In an interview with MedCity News, Amwell CEO Dr. Roy Schoenberg shared how attitudes around telehealth […]

In an interview with MedCity News, Amwell CEO Dr. Roy Schoenberg shared how attitudes around telehealth have changed and what he’s watching for in future policy.

Going into 2021, Amwell faces a decidedly different world than it did last year. The telehealth company, which went public in September, will navigate a new set of expectations for virtual care under a new administration.

Most providers saw a surge in virtual visits during the pandemic, and the Boston-based company was no exception. Between January and September, the company saw more than 4.3 million virtual visits, and its revenue was up 78% from the prior year, according to documents filed with the SEC.

Now, with the new Biden Administration, industry groups are watching for future policy changes that could make it easier for patients to receive care in the home and other settings.

Amwell CEO Dr. Roy Schoenberg shared what he’s watching and what’s next for the company in an interview on Wednesday with MedCity News. This interview has been edited for length and clarity.

MedCity: Last year, many people accessed telehealth visits for the first time. What else has changed as you move into the new year?

Schoenberg: Walking into 2020, telehealth was one thing in everyone’s mind. It was the ability to use technology on your phone, on your browser, to quickly get in front of a physician to help you with treatment of the flu, or something really basic.

Coming out of 2020 … everybody’s understanding of what telehealth is has changed fairly dramatically.

Don’t get me wrong, the notion that telehealth can bring convenient access to clinical services, like urgent care and maybe behavioral health remains. It’s not going away. It has incredible value, that’s what we do, that’s what Teladoc does, that’s what Doctor on Demand and some of the others are doing.

But the actual interest and excitement around telehealth has shifted into an area that historically people didn’t think about. How can telehealth operate within the existing relationships between patients and their clinicians? … How can hospitals and delivery networks use telehealth in order to differently envelope the patients they care for regularly, the cancer patients, the heart failure patients, the hypertension patients, those that require frequent interaction with the healthcare system?

 

MedCity: What is needed for that to continue to grow in the future, such as reimbursement changes or adoption by providers?

Schoenberg: There’s no question that some of the elements that were historically challenging for telehealth will continue to be a part. Reimbursement policy is going to continue to be there — that’s never going to go away.

We have advanced probably a decade in our understanding of how to pay for telehealth in just one year, so we’re in a much better place than we ever were. … Yet when you start using telehealth as a new way in which healthcare relationships take place, there are new pieces to the puzzle that now have to be aligned. It’s not only the payment structure that has to change.

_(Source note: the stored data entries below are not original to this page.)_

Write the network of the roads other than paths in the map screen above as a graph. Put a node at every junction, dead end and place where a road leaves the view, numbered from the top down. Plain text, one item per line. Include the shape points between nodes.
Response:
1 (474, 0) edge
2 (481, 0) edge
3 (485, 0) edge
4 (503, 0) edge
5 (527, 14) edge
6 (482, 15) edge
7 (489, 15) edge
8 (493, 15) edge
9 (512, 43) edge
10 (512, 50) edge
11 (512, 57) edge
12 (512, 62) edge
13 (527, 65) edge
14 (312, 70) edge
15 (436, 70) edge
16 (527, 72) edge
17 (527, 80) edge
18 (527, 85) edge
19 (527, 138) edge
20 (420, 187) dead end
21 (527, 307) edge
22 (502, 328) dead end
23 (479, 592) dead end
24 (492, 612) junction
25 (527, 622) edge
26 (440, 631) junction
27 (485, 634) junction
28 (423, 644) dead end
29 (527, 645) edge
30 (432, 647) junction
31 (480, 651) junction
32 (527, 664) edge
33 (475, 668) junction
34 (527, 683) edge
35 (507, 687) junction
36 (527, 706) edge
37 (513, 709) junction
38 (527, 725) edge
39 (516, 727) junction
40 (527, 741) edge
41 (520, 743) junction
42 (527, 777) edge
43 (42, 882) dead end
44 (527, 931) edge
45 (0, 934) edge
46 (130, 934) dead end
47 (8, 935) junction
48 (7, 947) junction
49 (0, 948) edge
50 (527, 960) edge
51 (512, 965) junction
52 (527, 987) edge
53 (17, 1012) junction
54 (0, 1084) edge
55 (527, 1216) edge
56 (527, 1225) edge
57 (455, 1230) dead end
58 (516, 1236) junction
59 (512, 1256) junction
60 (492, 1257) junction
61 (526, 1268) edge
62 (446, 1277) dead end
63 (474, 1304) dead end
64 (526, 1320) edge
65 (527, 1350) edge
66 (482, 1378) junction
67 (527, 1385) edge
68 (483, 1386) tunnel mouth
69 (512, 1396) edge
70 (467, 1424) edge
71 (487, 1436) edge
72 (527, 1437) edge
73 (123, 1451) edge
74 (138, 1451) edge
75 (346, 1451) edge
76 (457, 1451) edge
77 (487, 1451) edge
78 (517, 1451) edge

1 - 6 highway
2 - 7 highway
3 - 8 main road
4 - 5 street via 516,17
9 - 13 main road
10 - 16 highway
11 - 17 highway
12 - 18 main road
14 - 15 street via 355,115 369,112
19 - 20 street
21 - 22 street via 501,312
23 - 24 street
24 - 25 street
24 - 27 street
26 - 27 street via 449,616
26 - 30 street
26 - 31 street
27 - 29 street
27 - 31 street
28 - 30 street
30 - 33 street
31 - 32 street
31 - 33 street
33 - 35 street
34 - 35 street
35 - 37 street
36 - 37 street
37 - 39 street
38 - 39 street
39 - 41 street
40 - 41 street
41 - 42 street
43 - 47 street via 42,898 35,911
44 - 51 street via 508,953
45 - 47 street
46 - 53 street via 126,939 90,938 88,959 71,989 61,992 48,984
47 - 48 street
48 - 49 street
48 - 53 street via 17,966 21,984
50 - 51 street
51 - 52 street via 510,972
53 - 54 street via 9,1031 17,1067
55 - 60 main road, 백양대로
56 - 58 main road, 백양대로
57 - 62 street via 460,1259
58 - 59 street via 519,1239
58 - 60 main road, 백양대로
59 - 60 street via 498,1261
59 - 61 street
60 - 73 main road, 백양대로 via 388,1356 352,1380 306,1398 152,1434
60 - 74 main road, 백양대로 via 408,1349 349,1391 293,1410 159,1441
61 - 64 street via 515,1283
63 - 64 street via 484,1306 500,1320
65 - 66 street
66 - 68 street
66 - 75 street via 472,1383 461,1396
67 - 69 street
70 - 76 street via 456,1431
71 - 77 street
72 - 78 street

It’s also a new understanding of what is the frequency in which healthcare and a patient need to interact in a world where we can actually check up on their phone for a couple of minutes. How do we change the way we look at how we support cancer patients at home who are living for sometimes months and years with the realities of chemotherapy? How do we reimagine our availability as healthcare professionals to them on a daily basis when they struggle with that condition?

 

MedCity: Have you gotten any indication of what will be the Biden Administration’s approach to telehealth?

Schoenberg: Many of the folks that are involved or have been brought into the workforces of the administration are people we know or who are very involved in policymaking, thinking, and the taskforces about telehealth that were convened in 2020.

I’m very encouraged by some of the picks that were made and some of the statements that were made about how we can modernize care delivery, and how we should for example recognize the home as a point of care, as a place where healthcare can happen.

 

MedCity: What policy changes are you watching for?

Schoenberg: There are things that are almost self-evident: recognizing the home as a valid place of care … changing some of the Medicare rules around reimbursement, changing HIPAA rules to accommodate the fact that care is rendered outside facilities and hospitals. Those things I think are not only needed but are also anticipated.

The part that I would say is more aspirational and incredibly important is that notion around state licensure. … The Internet doesn’t stop at the state line. Nothing that we do over online services drops dead when it gets to the state border. Yet in healthcare it does. Because a clinician cannot deliver services to patients who happen to be 10 miles across the border in another state, which absolutely makes no sense.

We have got to create an exception to state licensure when it comes to telehealth-based services. That’s not an easy thing to do.